[Items from a data source]

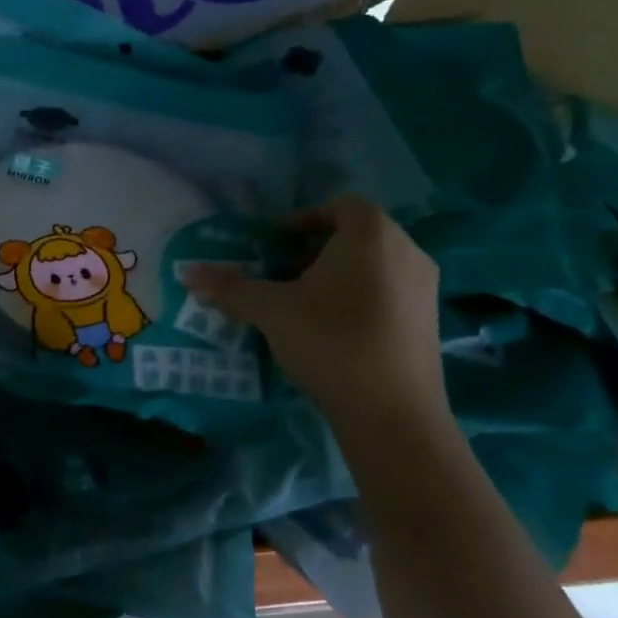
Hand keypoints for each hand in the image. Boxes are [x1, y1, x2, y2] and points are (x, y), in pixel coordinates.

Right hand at [188, 195, 446, 437]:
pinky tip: (334, 332)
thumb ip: (231, 288)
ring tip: (305, 306)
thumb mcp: (272, 311)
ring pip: (374, 266)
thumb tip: (188, 274)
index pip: (340, 205)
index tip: (275, 243)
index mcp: (371, 233)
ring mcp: (424, 287)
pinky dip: (360, 298)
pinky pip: (389, 292)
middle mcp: (406, 250)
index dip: (304, 219)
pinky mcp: (430, 321)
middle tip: (283, 276)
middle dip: (315, 251)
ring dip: (337, 276)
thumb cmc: (330, 342)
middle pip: (356, 236)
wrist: (392, 412)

Your instructions => A word-for-word copy of all the data, without pictures, is the expected output.

Result =>
Hand keypoints for each hand in the image. Boxes are [x1, y1, x2, y2] and points are (x, y), in pixel coordinates.

Right hand at [188, 195, 446, 437]:
pinky tip: (334, 332)
thumb ip: (231, 288)
ring tip: (305, 306)
thumb mcp: (272, 311)
ring pip: (374, 266)
thumb tip: (188, 274)
index pip: (340, 205)
index tip: (275, 243)
index mcp: (371, 233)
ring mcp: (424, 287)
pinky dip: (360, 298)
pinky pip: (389, 292)
middle mcp: (406, 250)
index dip: (304, 219)
pinky mcp: (430, 321)
middle tip: (283, 276)
middle dip: (315, 251)
ring dip: (337, 276)
thumb cmc: (330, 342)
middle pip: (356, 236)
wrist: (392, 412)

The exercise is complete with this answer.